Showing posts with label A. Show all posts
Showing posts with label A. Show all posts

Wednesday, January 06, 2010

it got better..

I remember, I would be utterly obsessive about the girl and alex. I would find enjoyment, no not enjoyment.. but satisfaction and curiousity, enough of both to drive by their homes. almost on a nightly basis. If i'm in the area, I would just make a small detour and drive by. I didn't see what good would it bring me, it wouldn't have solved anything or bring me back to where I wanted to be. But everynight, I'd still drive around.


time heals all wounds. and as much as I would like to say I'm over alex, I'm not.. but I can proudly say that I've grown. no longer do I make the detours, i dont think about it when I'm in the area..It rarely crosses my mind.

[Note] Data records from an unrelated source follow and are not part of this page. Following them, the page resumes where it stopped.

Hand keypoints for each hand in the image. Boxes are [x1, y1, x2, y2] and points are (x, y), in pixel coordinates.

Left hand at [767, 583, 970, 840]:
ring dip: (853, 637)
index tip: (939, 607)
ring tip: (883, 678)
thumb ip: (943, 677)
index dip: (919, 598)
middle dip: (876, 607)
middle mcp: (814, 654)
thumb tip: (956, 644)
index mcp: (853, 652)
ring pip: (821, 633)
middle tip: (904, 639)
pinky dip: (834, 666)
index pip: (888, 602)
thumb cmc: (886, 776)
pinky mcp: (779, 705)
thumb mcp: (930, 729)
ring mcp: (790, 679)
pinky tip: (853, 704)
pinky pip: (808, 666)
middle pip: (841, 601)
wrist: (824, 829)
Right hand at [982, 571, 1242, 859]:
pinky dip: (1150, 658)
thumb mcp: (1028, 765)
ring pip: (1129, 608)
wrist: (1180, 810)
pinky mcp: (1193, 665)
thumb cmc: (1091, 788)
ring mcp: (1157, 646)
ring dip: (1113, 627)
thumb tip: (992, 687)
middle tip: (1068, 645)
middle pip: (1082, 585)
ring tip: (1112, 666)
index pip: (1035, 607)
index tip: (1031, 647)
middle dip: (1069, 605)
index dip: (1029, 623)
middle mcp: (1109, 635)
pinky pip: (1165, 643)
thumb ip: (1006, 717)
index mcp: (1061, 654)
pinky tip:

I reread our own conversations, yes.. it was incredibly painful. the most pain I've ever felt in my existance, but whats done is done. I can only move forward, because. .. like mum said.. the best way is to try to live better than him. without pain, I would always take love for granted.

Thursday, October 16, 2008

i don't ever want to end up like the blueberry pie.

i started cleaning the bottom of my stairwell, you know.. the one place where i dump anything and everything.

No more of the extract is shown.